PeterDonis said:
This seems to me to be a red herring. "Vacuum solutions" of the Maxwell equations just means there's no charge-current density "source" on the RHS. But there is no analogue to this "source" in Schrodinger's Equation anyway; the only "current density" is ##\psi^* \psi##, which is always "there" anyway.
I need to better understand what you mean by the wave function being a physical system in order to comment on this. Right now it doesn't seem sensible to me to compare the equations like this.
PeterDonis said:
Also, talking about particles as the only "physical system which could be described by a wave function" already presupposes that the wave function itself is not "real".
I just noted that in non-relativistic QM, the notion of particles (or more generally the notion of the physical system) comes before the notion of the wave function.
Similarly, in classical mechanics, the notion of particles comes before the notion of velocity.

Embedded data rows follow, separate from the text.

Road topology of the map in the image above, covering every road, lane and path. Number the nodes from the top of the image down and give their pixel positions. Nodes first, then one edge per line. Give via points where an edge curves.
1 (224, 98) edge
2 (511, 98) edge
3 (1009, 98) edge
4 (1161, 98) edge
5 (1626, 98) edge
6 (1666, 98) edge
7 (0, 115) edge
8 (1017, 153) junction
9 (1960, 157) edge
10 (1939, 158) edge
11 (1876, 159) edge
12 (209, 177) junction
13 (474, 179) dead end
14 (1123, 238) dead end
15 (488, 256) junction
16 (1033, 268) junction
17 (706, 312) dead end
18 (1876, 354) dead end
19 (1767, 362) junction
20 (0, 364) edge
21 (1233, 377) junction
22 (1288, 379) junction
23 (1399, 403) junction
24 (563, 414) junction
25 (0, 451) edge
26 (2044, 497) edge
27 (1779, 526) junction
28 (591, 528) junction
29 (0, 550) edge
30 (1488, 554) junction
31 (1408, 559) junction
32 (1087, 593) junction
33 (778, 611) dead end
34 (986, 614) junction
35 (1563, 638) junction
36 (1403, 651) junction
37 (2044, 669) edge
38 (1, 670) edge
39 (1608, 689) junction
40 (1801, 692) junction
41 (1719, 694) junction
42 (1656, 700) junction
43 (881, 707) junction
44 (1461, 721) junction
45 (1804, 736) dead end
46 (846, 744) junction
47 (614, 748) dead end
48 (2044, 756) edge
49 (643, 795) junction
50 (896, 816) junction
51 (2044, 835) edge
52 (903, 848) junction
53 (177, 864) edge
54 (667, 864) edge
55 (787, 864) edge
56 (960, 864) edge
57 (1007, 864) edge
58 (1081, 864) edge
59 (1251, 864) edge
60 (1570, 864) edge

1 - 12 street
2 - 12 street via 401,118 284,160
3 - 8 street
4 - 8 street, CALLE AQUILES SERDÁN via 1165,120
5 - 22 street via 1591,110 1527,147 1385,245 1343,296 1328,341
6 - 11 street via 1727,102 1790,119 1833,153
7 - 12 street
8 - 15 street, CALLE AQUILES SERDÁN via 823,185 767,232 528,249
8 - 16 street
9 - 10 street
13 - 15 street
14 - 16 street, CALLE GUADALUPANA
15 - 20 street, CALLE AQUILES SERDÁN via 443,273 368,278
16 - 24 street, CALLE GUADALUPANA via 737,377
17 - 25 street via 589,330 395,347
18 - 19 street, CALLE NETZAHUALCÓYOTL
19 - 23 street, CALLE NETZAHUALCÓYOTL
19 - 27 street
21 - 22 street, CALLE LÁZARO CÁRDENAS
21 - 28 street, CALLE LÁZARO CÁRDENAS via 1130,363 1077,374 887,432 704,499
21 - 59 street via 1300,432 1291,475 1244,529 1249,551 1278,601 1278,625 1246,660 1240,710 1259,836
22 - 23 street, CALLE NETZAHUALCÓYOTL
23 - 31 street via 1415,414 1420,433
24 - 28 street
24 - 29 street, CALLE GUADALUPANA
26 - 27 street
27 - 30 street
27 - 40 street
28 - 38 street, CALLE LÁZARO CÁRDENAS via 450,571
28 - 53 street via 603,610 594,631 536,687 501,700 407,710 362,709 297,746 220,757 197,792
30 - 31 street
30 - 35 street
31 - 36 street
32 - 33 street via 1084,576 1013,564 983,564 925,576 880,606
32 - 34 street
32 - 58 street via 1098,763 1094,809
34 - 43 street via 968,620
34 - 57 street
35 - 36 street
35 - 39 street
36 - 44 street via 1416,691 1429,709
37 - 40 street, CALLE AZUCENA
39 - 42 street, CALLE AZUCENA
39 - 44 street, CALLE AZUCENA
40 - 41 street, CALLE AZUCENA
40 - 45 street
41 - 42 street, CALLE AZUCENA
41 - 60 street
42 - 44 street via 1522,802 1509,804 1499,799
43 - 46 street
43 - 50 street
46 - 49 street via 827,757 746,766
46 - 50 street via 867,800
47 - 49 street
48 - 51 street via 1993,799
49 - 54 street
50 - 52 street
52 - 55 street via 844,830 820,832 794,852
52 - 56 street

I wouldn't say that velocity being secondary to particles makes it not "real" but since "real" is notoriously ambiguous (in this thread alone, I count at least three different usages) I'd like to avoid this terminology completely.

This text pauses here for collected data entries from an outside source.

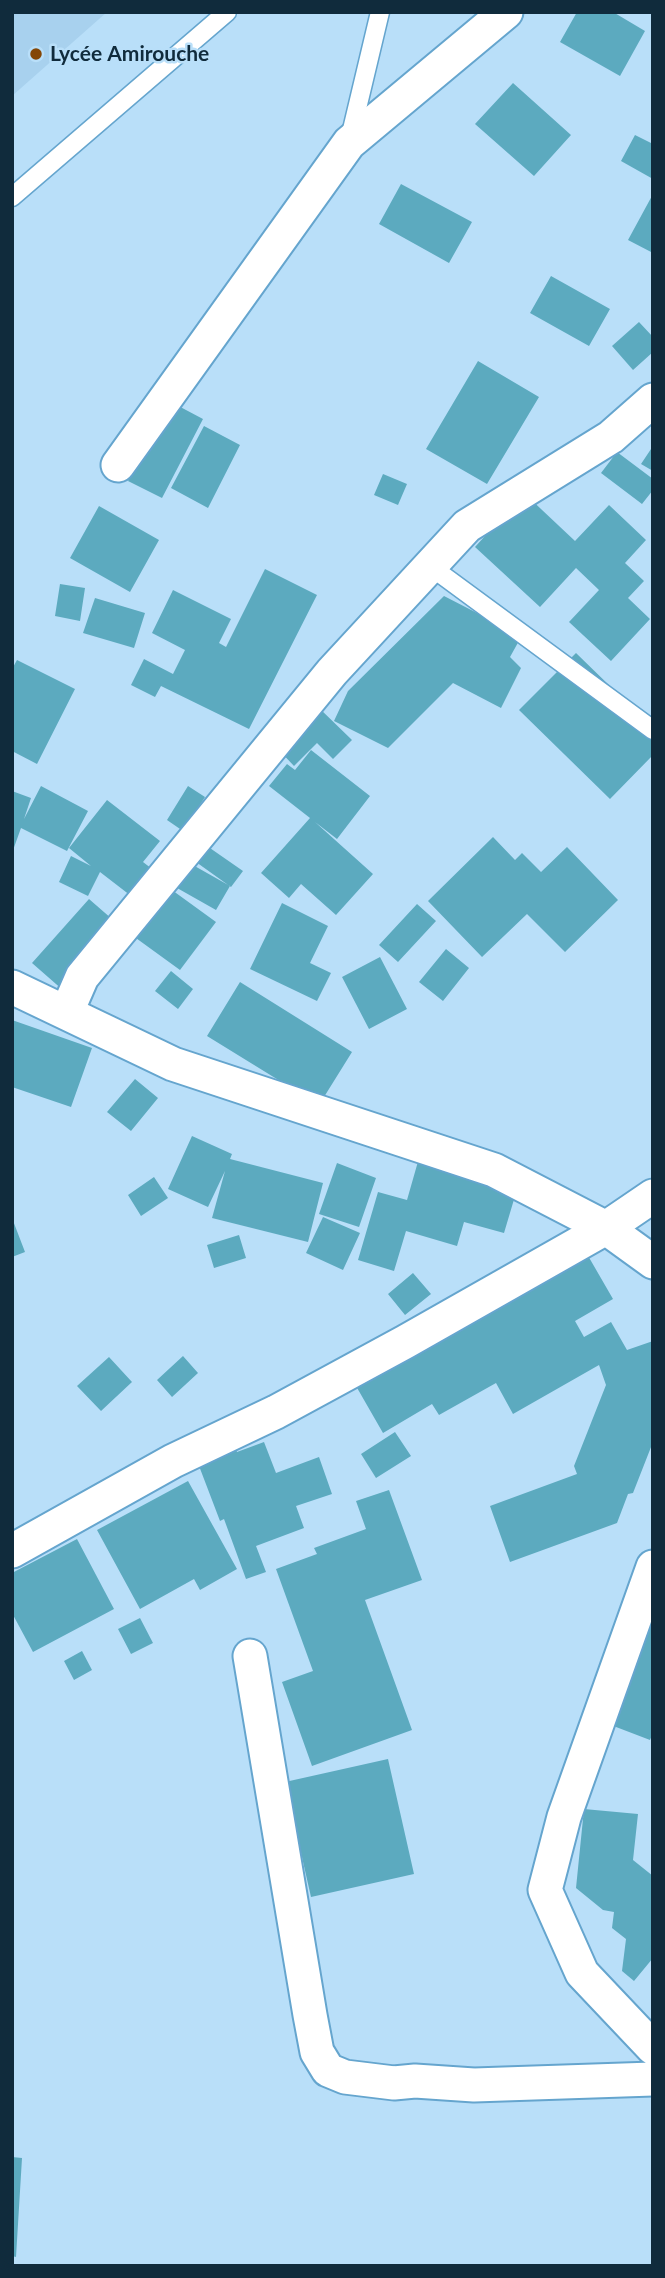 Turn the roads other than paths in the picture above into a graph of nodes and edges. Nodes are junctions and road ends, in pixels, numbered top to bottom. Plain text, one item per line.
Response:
1 (227, 12) edge
2 (380, 12) edge
3 (506, 12) edge
4 (349, 143) junction
5 (12, 197) edge
6 (653, 400) edge
7 (118, 466) dead end
8 (430, 566) junction
9 (653, 730) edge
10 (12, 987) edge
11 (69, 1014) junction
12 (653, 1195) edge
13 (606, 1228) junction
14 (653, 1262) edge
15 (12, 1551) edge
16 (653, 1567) edge
17 (250, 1656) dead end
18 (653, 2048) edge
19 (653, 2078) edge

1 - 5 lane
2 - 4 lane
3 - 4 street
4 - 7 street
6 - 8 street
8 - 9 lane
8 - 11 street
10 - 11 street
11 - 13 street
12 - 13 street
13 - 14 street
13 - 15 street
16 - 18 street
17 - 19 street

If you are saying that I presuppose that the wave function is not a physical system similar to velocity not being a physical system in classical mechanics, I agree that I do this.
PeterDonis said:
If the wave function itself is "real", there doesn't need to be any other physical system that it describes;[...]
Also in dBB -which the discussion seemed to be about- there needs to be a physical system which determines the observables. No such system, no wave function.
PeterDonis said:
[...] it is a physical system all by itself.
I have a hard time wrapping my head around this.
It makes a certain sense to me to regard the electromagnetic field as a tool for accounting for complicated direct particle interactions which gives it the same status as the wave function in Copenhagenish interpretations. That we usually don't do this but imagine the electromagnetic field as an independent entity has clear reasons: I can shoot a light pulse into empty space and have a mathematical description for what happens there in the absence of matter. This motivation is absent for the wave function. I cannot create a wave packet which propagates in the absence of matter (in NRQM). No matter, no wave function.
What does make a certain sense to me is to question the primacy of matter and say that the wave function and matter are intertwined. But I don't see any motivation to treat the wave function as a physical system all by itself.